Why We’re Here: Stefanie and Zadie Kuehl
This month, Stephanie (Brown) Kuehl should have had her 46th birthday with her 21-old-daugher, Zadie, and her 19-year-old son, Thomas, by her side. And though, 46 isn’t typically a “big” celebration, it’s another reminder of the normal, every day, little and big celebrations of which the Brown and Kuehl families have been robbed…
It was Friday, May 30, 1997. The youngest Brown sister, Carmen, was getting married the next day so there was a lot going on for the family. Twenty-four-year-old Stefanie, who was three months pregnant with her son, Thomas, had been at their grandmother’s house that cool, rainy, Friday afternoon with her 6-month-old daugter, Zadie. Stefanie strapped Zadie into her car seat in the backseat and they left for her parents’ house to attend the rehearsal dinner.
The pastor, friends, bridal party, and the rest of the family including Stefanie’s and Carmen’s sister, Denise, was already there. Denise says everyone thought it odd that Stefanie and Zadie had not arrived yet. One of the bridal party mentioned seeing a horrible wreck about a mile away at the corner of Canada Road and Highway 64. But they sat down to dinner expecting Stefanie to walk in at any moment. Instead, Stefanie’s husband, Greg, literally fell through the kitchen door. He looked at Stefanie’s dad, Dave, and said, “She’s dead, Dave. She’s dead.”
No one wanted to believe it. Dave called a friend from the Tennessee Highway Patrol who confirmed there had been a fatality in the crash down the street. Stefanie’s Saturn had been broadsided and hit so hard that it was sent airborne and bent almost in two. Carmen and Denise held their father while he cried, “My baby. My poor baby.” They watched their mom kick into gear cancelling food, flowers, and guests for a wedding that was supposed to have happenend in a few hours as they all rushed to the hospital to be with Zadie who was now on life support. They lost Zadie the next day. The infant who should have been a big sister in a few short months became an organ donor.
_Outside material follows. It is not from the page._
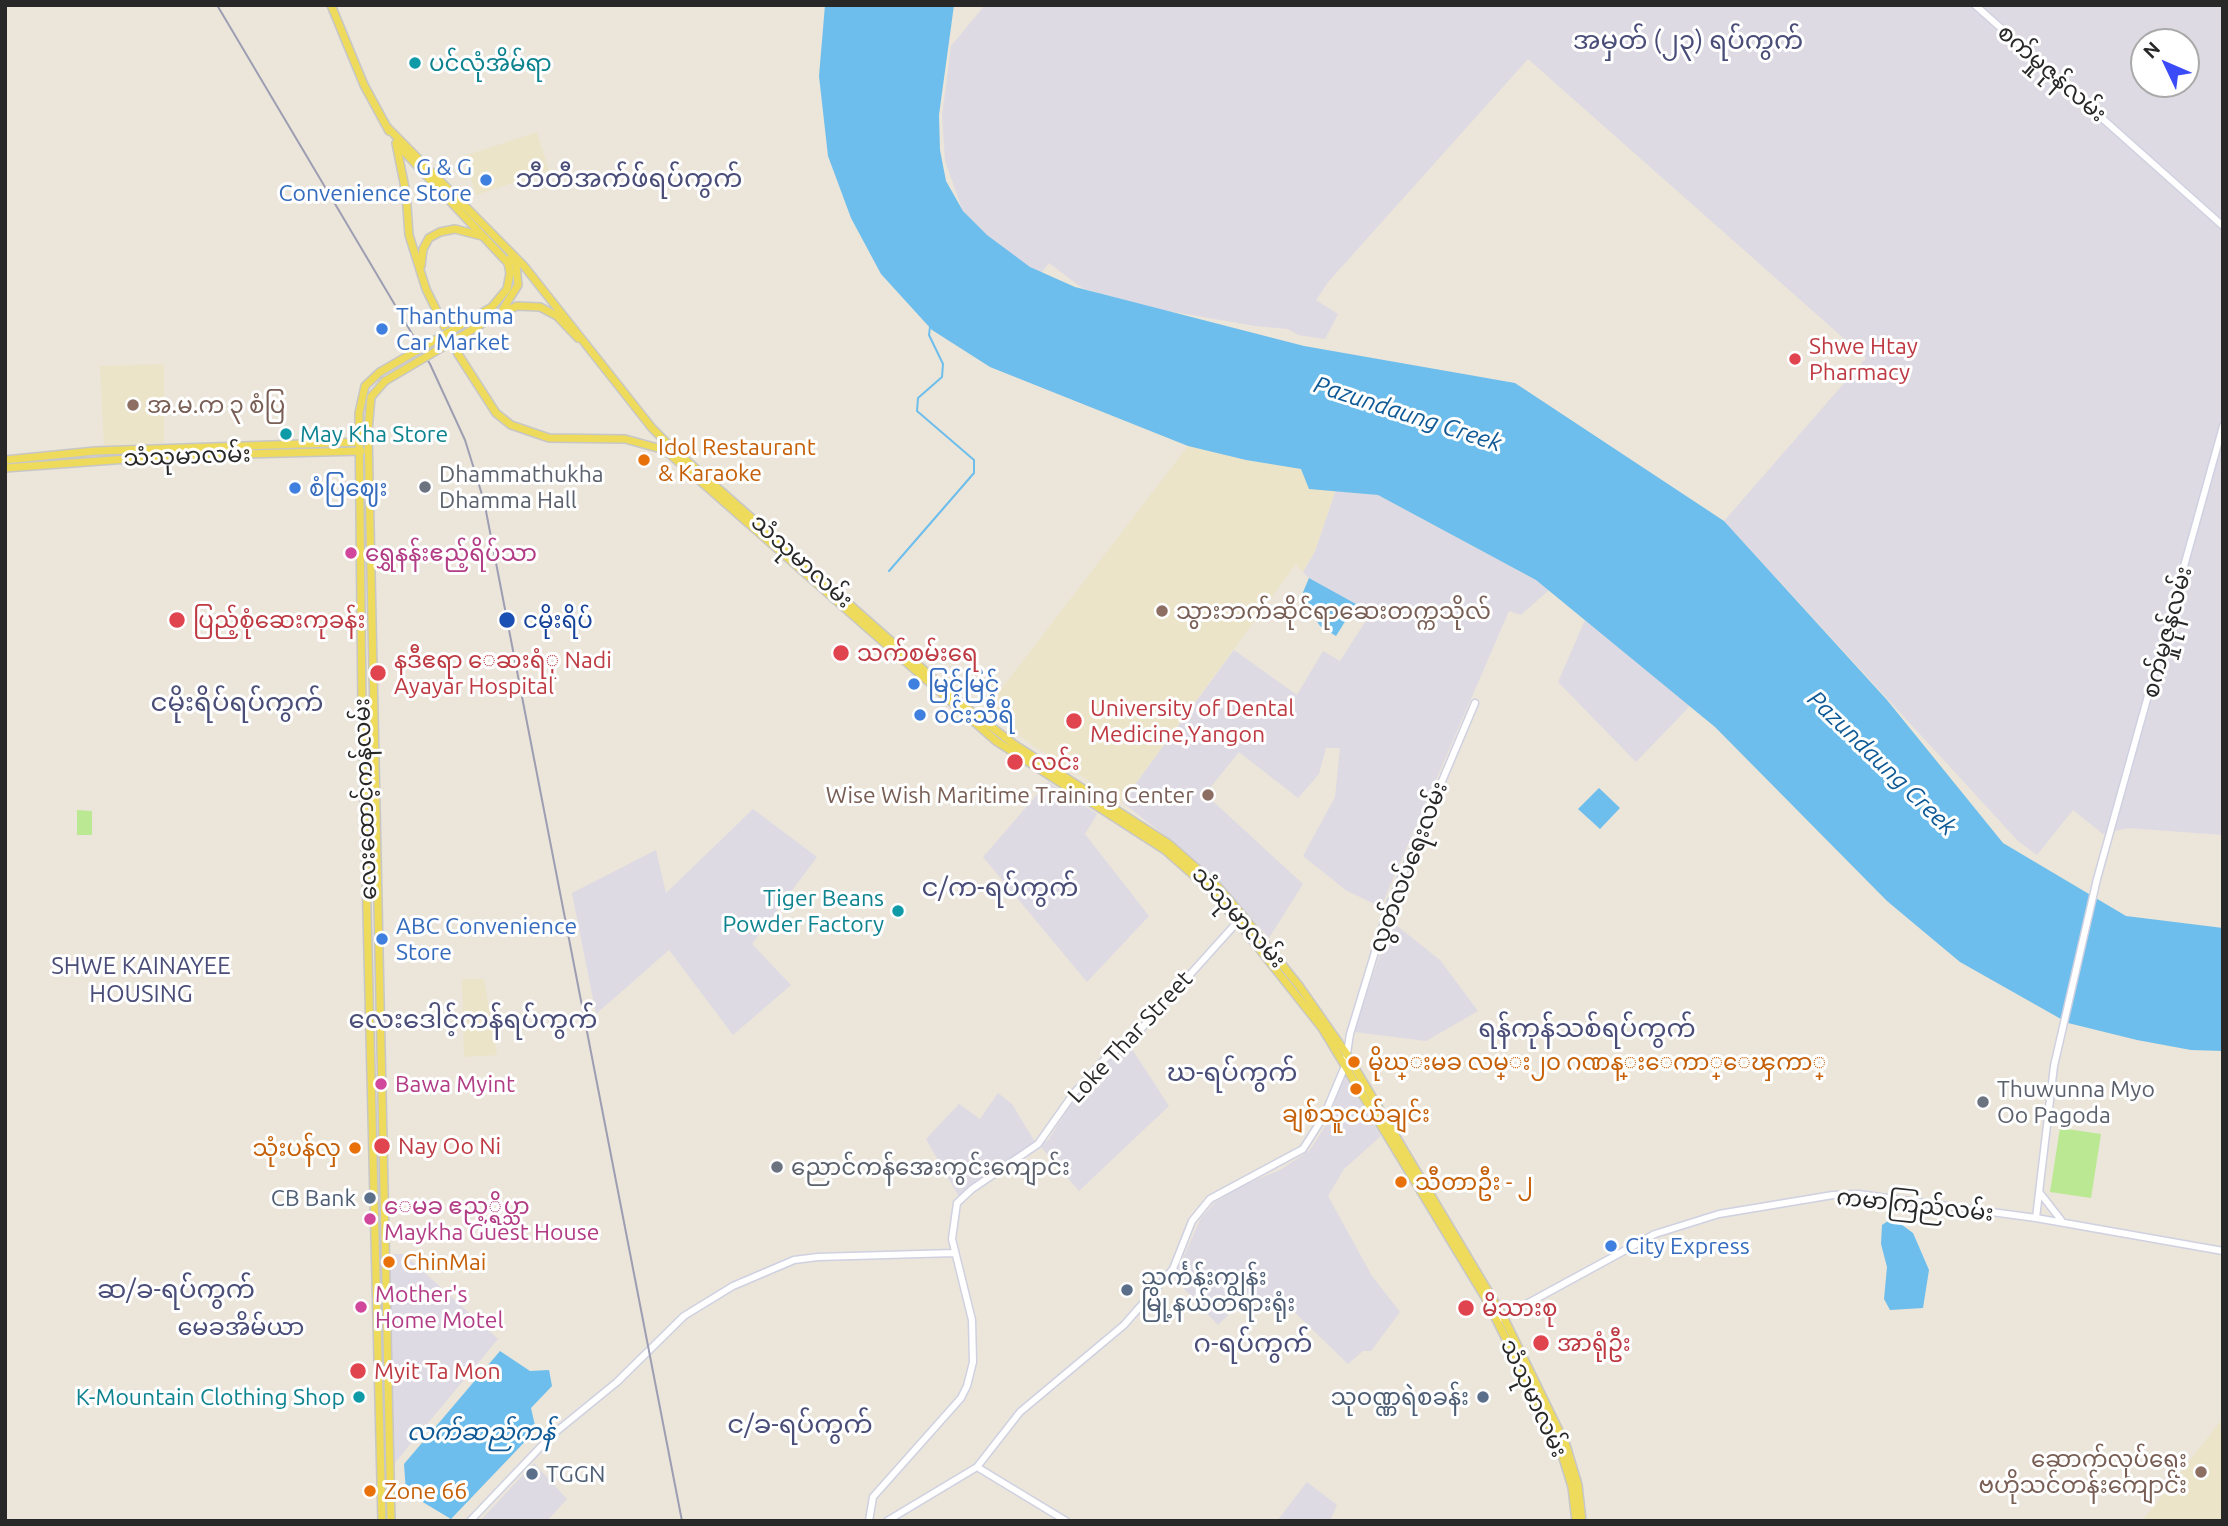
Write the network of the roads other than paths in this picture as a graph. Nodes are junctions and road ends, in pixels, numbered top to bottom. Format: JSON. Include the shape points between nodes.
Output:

They later found out, the driver who hit Stefanie and Zadie was driving on a revoked license and was on his way to serve a weekend sentence at the Shelby County Penal Farm for a previous DUI. He was driving approximately 76-80 mph when he hit them with a BAC of .22.
Denise says the enormity of the loss took awhile to sink in. Stefanie was the one who always took care of everyone. She was always looking out for the underdog. She was strong (She had Zadie by natural childbirth and only uttered one small whimper.), beautiful, and had a sweet smile. She loved her husband, her family, and her friends. Denise recalls that Stefanie was turning prematurely grey and they were “having fun” with that. “She was my best friend until she was ripped away.”
Even today, “I can run into an old friend, and my first thought is to call Stefanie and tell her,” Denise says. “It can be a song, the slant of the sun, or a picture that sends me back in time and brings a smile and tears at the same time.”
Stefanie had worked as a microprocessor at International Paper. She enjoyed her job, but it was really the people she worked with that mattered the most to her. She loved to decorate offices and cubicles and bake cakes for birthdays. She was the kind of person to show she cared and make people feel special.
She attended church and never missed a family celebration. She was a great mom! She and Greg were anxiously awaiting the birth of their son, Thomas Sterling, in December 1997. But the day they were scheduled to go to the doctor to hear Thomas’ heartbeat for the first time, was the day they buried her.
Denise shares, “She touched so many, and influenced so many, just by being the person she was. Anyone who knew her, truly knew that angels exist among us.”